Nadine Helm (b. 1980) is an art historian specializing in 20th century and contemporary European and American art and architecture. Research grants by the Fulbright Foundation, the Max-Kade- Foundation, and the Erasmus-Program brought her to study at Goldsmiths College in London, Columbia University in the City of New York, and Humboldt-University in Berlin, where she received her M.A. in Art History with a thesis on contemporary installation art and issues of spectatorship in public space. In 2010, Nadine Helm joined the Art History doctoral program at the Graduate Center, City University of New York, where she conducted research on German and American postwar art with a particular focus on the intersections of sculpture, installation art, and interventionist as well as participatory art practices. Research on modern and contemporary museum architecture and exhibition design prepared for her dissertation topic on the image-generating capacity of avant-garde exhibition displays, which Nadine Helm conducts at the NCCR Mediality – Historical Perspectives, University of Zurich (2013-2016). In addition to her research experience, Nadine Helm taught as adjunct Professor at Baruch College, The Weissman School of Arts & Sciences, and at City College New York, The Bernard and Anne Spitzer School of Architecture.

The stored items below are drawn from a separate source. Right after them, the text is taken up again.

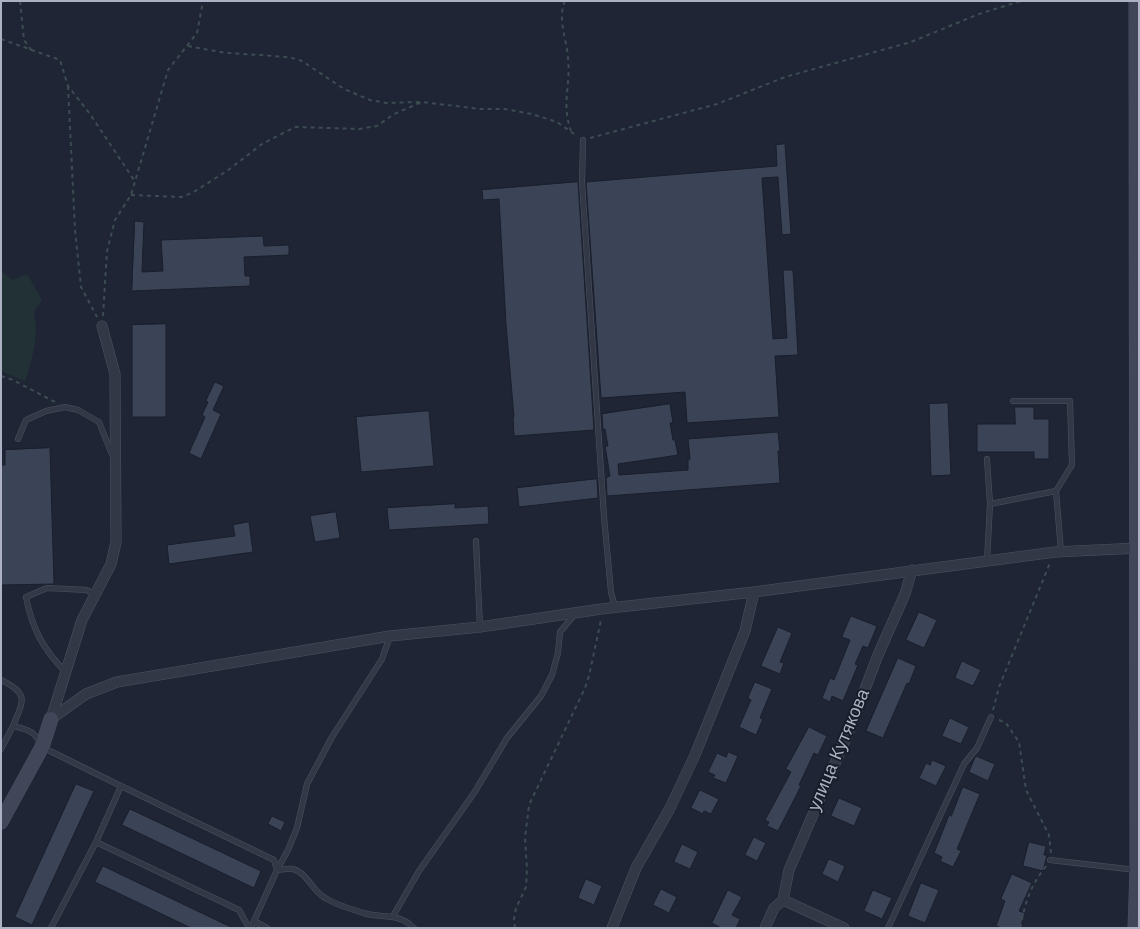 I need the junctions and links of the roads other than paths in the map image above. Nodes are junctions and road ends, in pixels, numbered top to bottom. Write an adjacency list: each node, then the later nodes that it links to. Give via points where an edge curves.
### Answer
1 (1136, 1): 2 (main road)
2 (1137, 66): 12 (main road)
3 (583, 140): 18 (lane, via 582,182 604,517 611,592)
4 (102, 326): 8 (street, via 115,374)
5 (1013, 401): 9 (lane, via 1070,401 1072,465)
6 (18, 439): 8 (lane, via 26,420 65,406 99,422)
7 (987, 459): 10 (lane)
8 (116, 467): 17 (street, via 116,542 111,564)
9 (1056, 491): 10 (lane); 13 (lane)
10 (990, 504): 14 (lane)
11 (476, 541): 20 (lane)
12 (1138, 548): 13 (street); 34 (main road)
13 (1058, 552): 14 (street)
14 (987, 562): 15 (street)
15 (912, 570): 16 (street); 35 (street, улица Кутякова, via 849,731 789,870)
16 (754, 592): 18 (street); 42 (street, via 744,630 695,755 636,868)
17 (95, 595): 22 (street, via 82,620); 22 (lane, via 87,590 47,588 26,597 30,618 40,640)
18 (616, 608): 19 (street)
19 (574, 614): 20 (street); 36 (lane, via 560,632 552,675 541,696 506,738)
20 (480, 627): 21 (street)
21 (390, 636): 25 (street, via 117,682 86,694); 33 (lane, via 382,658 332,737 308,784 297,828)
22 (67, 674): 25 (street)
23 (1, 680): 26 (lane, via 16,688 22,696)
24 (991, 716): 45 (lane, via 977,748 964,764)
25 (52, 720): 27 (main road)
26 (13, 726): 27 (lane, via 37,736); 28 (lane)
27 (42, 746): 29 (lane); 30 (main road)
28 (1, 749)
29 (121, 786): 31 (lane); 33 (lane, via 274,860)
30 (1, 822)
31 (96, 842): 38 (lane); 39 (lane, via 240,910)
32 (1050, 860): 34 (lane)
33 (277, 870): 36 (lane, via 292,868 325,898 348,908); 37 (lane)
34 (1137, 870): 46 (main road)
35 (783, 900): 43 (street, улица Кутякова, via 774,908); 44 (street)
36 (393, 916): 41 (lane)
37 (254, 921): 39 (lane); 40 (lane)
38 (51, 928)
39 (250, 928)
40 (268, 928)
41 (414, 928)
42 (612, 928)
43 (765, 928)
44 (844, 928)
45 (888, 928)
46 (1135, 928)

PhD project (NCCR Mediality – Historical Perspectives) Seeing and experiencing – The museum as cultural technique. On the image-generating capacity of exhibition displays and architecture in the early 20th century Setting off from the discursive fields of art and architecture and their cross-fertilizations by means of image theory, the dissertation analyzes the ostentatious function of early 20th century exhibition displays. The critical expansion of the notion of the image towards the interpretation of space allows a revision of the history of the museum and its reform movements around 1900 by integrating it in a multimedia-based narrative that oscillates between showing, seeing, and the participatory experiment with architecture, knowledge and reality.